The plan must comply with the Data Science Qualifications listed below:

1) The data, algorithms, and workflows proposed in the Data Science Plan should consider the FAIR Guiding Principles for scientific data management and stewardship (Wilkinson, M. D. et al. 2016).

2) The Data Science Plan should maximally leverage existing shared data, algorithms, workflows and computational infrastructure resources and capabilities at the institutional, regional, and national levels - in neuroscience and other scientific domains that can be adapted for the purposes of this U19.  The use of these existing resources should be noted in the plan.

3) The data used, collected, and subsequently managed in this project should be well-defined, utilizing reference data where possible.

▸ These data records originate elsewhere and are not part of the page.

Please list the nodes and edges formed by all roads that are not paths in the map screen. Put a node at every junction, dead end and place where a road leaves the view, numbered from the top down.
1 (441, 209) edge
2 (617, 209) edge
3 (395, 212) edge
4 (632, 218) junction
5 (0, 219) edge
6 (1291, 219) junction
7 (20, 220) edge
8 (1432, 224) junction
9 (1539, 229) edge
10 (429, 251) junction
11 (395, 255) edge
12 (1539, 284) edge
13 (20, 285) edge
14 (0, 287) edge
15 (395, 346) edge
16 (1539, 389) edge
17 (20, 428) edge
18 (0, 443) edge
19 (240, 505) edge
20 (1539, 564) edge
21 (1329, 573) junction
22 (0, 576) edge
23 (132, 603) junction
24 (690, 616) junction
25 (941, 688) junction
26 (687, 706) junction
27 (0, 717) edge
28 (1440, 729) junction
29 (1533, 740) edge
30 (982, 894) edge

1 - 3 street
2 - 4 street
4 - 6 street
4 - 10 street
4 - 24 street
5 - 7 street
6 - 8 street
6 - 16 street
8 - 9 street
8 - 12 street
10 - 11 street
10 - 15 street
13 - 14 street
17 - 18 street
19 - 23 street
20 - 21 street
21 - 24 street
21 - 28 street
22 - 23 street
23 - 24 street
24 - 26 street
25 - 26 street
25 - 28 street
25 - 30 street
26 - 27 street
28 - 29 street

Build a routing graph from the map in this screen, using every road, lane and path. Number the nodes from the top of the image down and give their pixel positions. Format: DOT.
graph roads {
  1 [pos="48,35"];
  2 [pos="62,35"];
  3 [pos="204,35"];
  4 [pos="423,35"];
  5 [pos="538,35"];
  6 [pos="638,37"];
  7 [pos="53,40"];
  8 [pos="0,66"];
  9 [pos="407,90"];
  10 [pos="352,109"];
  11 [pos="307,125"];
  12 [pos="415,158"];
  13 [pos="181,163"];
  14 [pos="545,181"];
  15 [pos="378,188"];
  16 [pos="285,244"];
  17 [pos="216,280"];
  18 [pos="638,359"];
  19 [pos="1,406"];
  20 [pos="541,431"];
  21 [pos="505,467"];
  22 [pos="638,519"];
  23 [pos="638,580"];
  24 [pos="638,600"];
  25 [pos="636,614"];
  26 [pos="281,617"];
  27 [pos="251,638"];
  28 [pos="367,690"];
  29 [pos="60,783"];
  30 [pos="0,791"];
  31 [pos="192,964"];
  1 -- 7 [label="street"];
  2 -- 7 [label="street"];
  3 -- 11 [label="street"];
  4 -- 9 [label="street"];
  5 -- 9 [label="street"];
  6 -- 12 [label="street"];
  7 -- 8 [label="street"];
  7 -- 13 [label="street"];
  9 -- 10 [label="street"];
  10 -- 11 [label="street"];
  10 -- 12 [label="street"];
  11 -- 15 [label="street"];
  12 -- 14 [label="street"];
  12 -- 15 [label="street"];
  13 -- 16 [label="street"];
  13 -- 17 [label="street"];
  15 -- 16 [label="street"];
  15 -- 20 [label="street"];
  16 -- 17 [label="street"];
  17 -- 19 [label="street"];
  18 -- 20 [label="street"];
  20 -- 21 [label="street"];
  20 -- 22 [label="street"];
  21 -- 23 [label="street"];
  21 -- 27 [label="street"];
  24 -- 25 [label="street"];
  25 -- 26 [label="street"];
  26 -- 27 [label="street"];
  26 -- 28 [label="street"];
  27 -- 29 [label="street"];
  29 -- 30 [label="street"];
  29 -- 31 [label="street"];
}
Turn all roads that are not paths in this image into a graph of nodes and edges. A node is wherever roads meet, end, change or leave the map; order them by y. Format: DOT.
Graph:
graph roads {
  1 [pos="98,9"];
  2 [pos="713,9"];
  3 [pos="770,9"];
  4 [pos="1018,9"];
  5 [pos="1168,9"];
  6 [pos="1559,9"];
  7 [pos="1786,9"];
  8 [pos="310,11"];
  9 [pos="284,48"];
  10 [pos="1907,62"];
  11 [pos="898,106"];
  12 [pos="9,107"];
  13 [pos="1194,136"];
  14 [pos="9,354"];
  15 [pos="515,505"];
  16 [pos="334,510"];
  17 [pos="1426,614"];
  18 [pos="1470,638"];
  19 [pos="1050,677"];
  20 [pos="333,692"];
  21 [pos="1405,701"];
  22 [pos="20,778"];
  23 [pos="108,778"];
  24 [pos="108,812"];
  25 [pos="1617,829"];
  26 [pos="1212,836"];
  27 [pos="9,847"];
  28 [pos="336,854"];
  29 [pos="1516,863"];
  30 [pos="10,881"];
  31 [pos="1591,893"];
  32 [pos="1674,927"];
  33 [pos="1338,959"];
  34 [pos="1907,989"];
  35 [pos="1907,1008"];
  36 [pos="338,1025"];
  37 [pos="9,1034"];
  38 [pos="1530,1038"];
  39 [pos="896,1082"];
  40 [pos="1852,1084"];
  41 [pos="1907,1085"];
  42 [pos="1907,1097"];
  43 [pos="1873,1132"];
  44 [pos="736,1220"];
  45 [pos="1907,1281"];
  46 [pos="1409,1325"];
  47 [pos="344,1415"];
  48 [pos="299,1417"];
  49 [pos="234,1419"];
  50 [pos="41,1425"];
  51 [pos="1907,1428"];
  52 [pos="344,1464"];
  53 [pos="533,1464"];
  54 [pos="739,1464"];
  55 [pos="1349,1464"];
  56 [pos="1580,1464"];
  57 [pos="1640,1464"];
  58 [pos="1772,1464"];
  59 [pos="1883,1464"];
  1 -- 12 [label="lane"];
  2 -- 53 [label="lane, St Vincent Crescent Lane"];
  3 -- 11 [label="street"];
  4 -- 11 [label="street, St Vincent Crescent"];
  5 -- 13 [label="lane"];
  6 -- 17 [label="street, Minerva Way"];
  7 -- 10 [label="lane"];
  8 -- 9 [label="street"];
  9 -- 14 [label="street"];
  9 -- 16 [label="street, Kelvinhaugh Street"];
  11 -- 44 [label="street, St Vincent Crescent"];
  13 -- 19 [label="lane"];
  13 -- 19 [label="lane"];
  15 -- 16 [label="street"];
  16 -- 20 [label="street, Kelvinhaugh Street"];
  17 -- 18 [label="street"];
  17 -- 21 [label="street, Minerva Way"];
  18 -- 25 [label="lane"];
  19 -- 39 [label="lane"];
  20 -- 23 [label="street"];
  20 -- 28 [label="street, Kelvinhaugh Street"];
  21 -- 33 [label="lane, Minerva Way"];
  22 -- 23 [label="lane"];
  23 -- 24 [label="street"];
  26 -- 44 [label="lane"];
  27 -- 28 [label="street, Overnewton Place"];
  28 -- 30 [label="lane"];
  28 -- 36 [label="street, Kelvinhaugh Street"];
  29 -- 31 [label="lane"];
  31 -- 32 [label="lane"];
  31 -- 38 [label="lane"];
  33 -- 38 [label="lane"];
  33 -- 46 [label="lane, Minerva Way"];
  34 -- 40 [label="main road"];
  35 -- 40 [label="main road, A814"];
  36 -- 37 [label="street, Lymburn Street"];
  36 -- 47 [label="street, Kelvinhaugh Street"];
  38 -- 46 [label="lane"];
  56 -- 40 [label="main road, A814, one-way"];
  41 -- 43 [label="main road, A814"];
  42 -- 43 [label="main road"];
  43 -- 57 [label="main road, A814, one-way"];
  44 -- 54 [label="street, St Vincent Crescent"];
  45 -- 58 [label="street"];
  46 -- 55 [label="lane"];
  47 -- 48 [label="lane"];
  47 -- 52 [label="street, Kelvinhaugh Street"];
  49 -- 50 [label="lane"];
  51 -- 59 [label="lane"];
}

Investigators are encouraged to work toward consensus standards within the appropriate experimental subfield for representation of data in commonly used domains. 

4) The analytical methods, models, and tools to visualize and analyze the data should be optimized for the science, consistently annotated, and described for each project's own re-use and use by future users.  Software services and tools, such as user interfaces and API's, are encouraged.

5) The framework for integrating the data and analysis methods across the proposed Research Components should include workflows to expeditiously collect, manage, integrate, archive, and analyze the data.  This framework should be developed as a prototype to be shared with other U19 awardees to be further refined and developed with input from within this consortium of investigators and the NIH, as described in the cooperative agreement terms and conditions (Section VI.2).